Identification and classification of DMVs

DMVs were identified as previously described [14]. Briefly, the genome was first divided into 1-kb bins, and the DNA methylation level was averaged within each bin. Then a sliding 5-kb window (with 1-kb steps) was used to identify regions that have an averaged methylation level less than 0.15 in a 5-kb window. Continuous regions resulting from this analysis were then merged to form DMVs. Dynamic DMVs were defined as follows: all tsDMRs previously identified [15] with length over 2 kb were used in this analysis. DMVs with at least one entire tsDMR, or DMVs with more than half of the regions covered by tsDMRs, were defined as dynamic DMVs. Other DMVs were considered as constant DMVs (group I). Two additional groups of DMVs were identified from dynamic DMVs by analyzing the correlation between the changes of DNA methylation and transcription activities of nearby genes. Given DMVs frequently show similar patterns within each of the four lineages (blood, endoderm, mesoderm, and ectoderm as defined in [15]); we simplified the analysis by combining data from the same lineage. Specifically, for each DMV and related gene, the average DNA methylation levels and expression levels (FPKM) were computed for each of the four lineages (blood, endoderm, mesoderm, and ectoderm) [15]. We first identified dynamically regulated genes associated with DMVs.
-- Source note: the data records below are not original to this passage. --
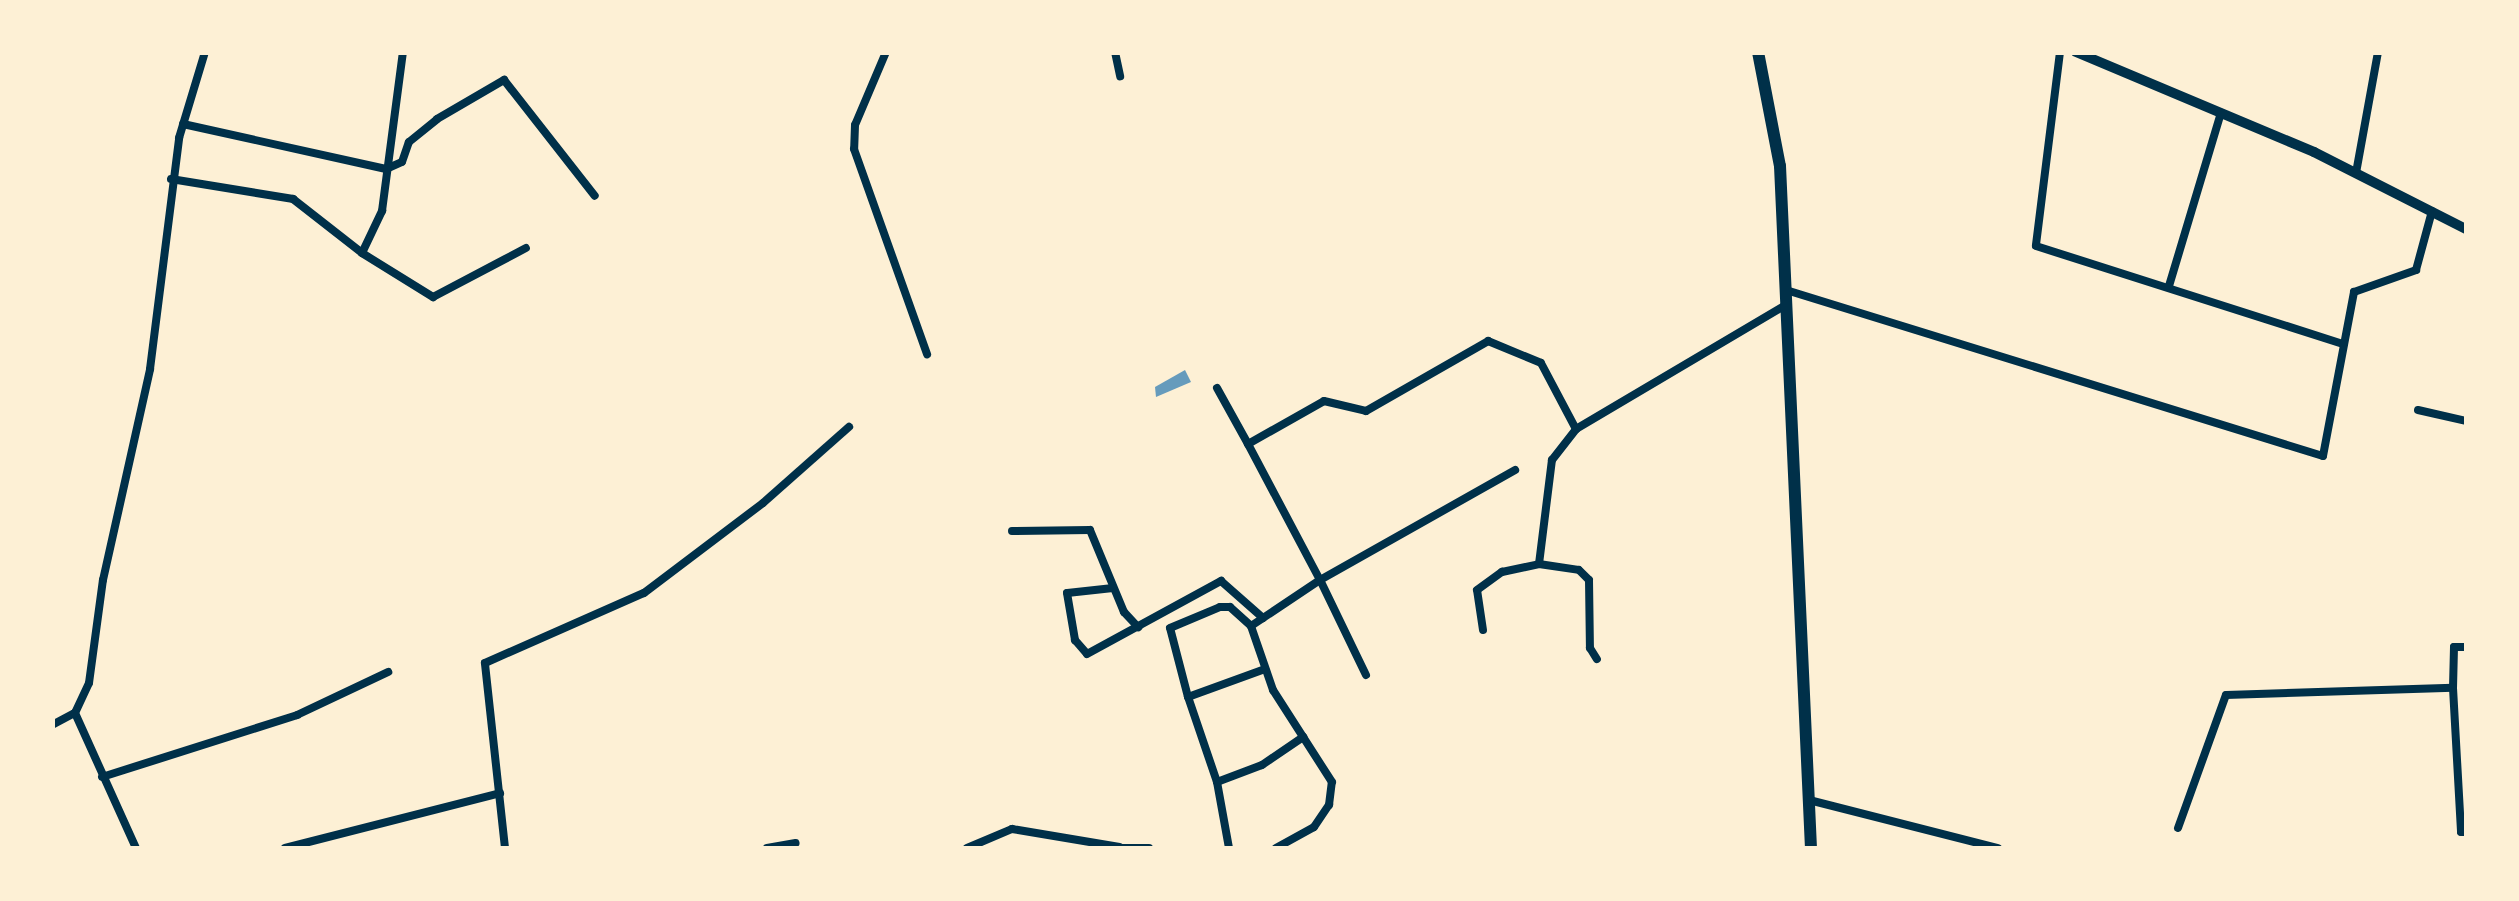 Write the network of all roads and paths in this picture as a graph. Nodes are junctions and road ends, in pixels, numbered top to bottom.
1 (205, 52) edge
2 (403, 52) edge
3 (886, 52) edge
4 (1114, 52) edge
5 (1758, 52) edge
6 (2060, 52) edge
7 (2076, 52) edge
8 (2378, 52) edge
9 (1120, 76) dead end
10 (2221, 114) junction
11 (183, 124) junction
12 (386, 170) junction
13 (2356, 173) junction
14 (171, 179) junction
15 (594, 196) dead end
16 (2432, 212) junction
17 (2466, 229) edge
18 (526, 248) dead end
19 (362, 253) junction
20 (2169, 286) junction
21 (1786, 290) junction
22 (1786, 305) junction
23 (2344, 344) junction
24 (927, 354) dead end
25 (1217, 388) dead end
26 (2418, 410) dead end
27 (2466, 422) edge
28 (849, 426) dead end
29 (1576, 429) junction
30 (1248, 444) junction
31 (1515, 470) dead end
32 (1012, 530) dead end
33 (1539, 564) junction
34 (1320, 580) junction
35 (1113, 588) junction
36 (1263, 618) junction
37 (1251, 626) junction
38 (1138, 627) junction
39 (1483, 630) dead end
40 (2466, 647) edge
41 (1597, 658) dead end
42 (1266, 668) junction
43 (388, 672) dead end
44 (1366, 675) dead end
45 (2453, 688) junction
46 (1188, 697) junction
47 (75, 713) junction
48 (52, 725) edge
49 (1304, 737) junction
50 (102, 777) junction
51 (1216, 782) junction
52 (500, 793) junction
53 (1809, 800) junction
54 (2178, 828) dead end
55 (2466, 832) edge
56 (796, 842) dead end
57 (136, 848) edge
58 (285, 848) edge
59 (505, 848) edge
60 (768, 848) edge
61 (967, 848) edge
62 (1119, 848) edge
63 (1149, 848) edge
64 (1229, 848) edge
65 (1276, 848) edge
66 (1811, 848) edge
67 (1998, 848) edge

1 - 11 street
2 - 12 street
3 - 24 street
4 - 9 street
5 - 21 main road
6 - 20 street
7 - 10 street
8 - 13 street
10 - 13 street
10 - 20 street
11 - 12 street
11 - 14 street
12 - 15 street
12 - 19 street
13 - 16 street
14 - 19 street
14 - 47 street
16 - 17 street
16 - 23 street
18 - 19 street
20 - 23 street
21 - 22 main road
21 - 23 street
22 - 29 street
22 - 53 main road
25 - 30 street
26 - 27 street
28 - 52 street
29 - 30 street
29 - 33 street
30 - 34 street
31 - 34 street
32 - 35 street
33 - 39 street
33 - 41 street
34 - 36 street
34 - 44 street
35 - 38 street
35 - 38 street
36 - 37 street
36 - 38 street
37 - 42 street
37 - 46 street
40 - 45 street
42 - 46 street
42 - 49 street
43 - 50 street
45 - 54 street
45 - 55 street
46 - 51 street
47 - 48 street
47 - 50 street
49 - 51 street
49 - 65 street
50 - 57 street
51 - 64 street
52 - 58 street
52 - 59 street
53 - 66 main road
53 - 67 street
56 - 60 street
61 - 62 street
62 - 63 street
For a dynamically expressed gene, the FPKM in one lineage (highest among four lineages, with a minimal FPKM of 2) is three times more than the average FPKM in the other three lineages (with a maximal average FPKM of 2). For these dynamically expressed DMV genes, if we observed a negative correlation between expression and DNA methylation among the four lineages, the DMVs were clustered to group II. On the contrary, if we observed a positive correlation between expression and DNA methylation, those DMVs were clustered to group III.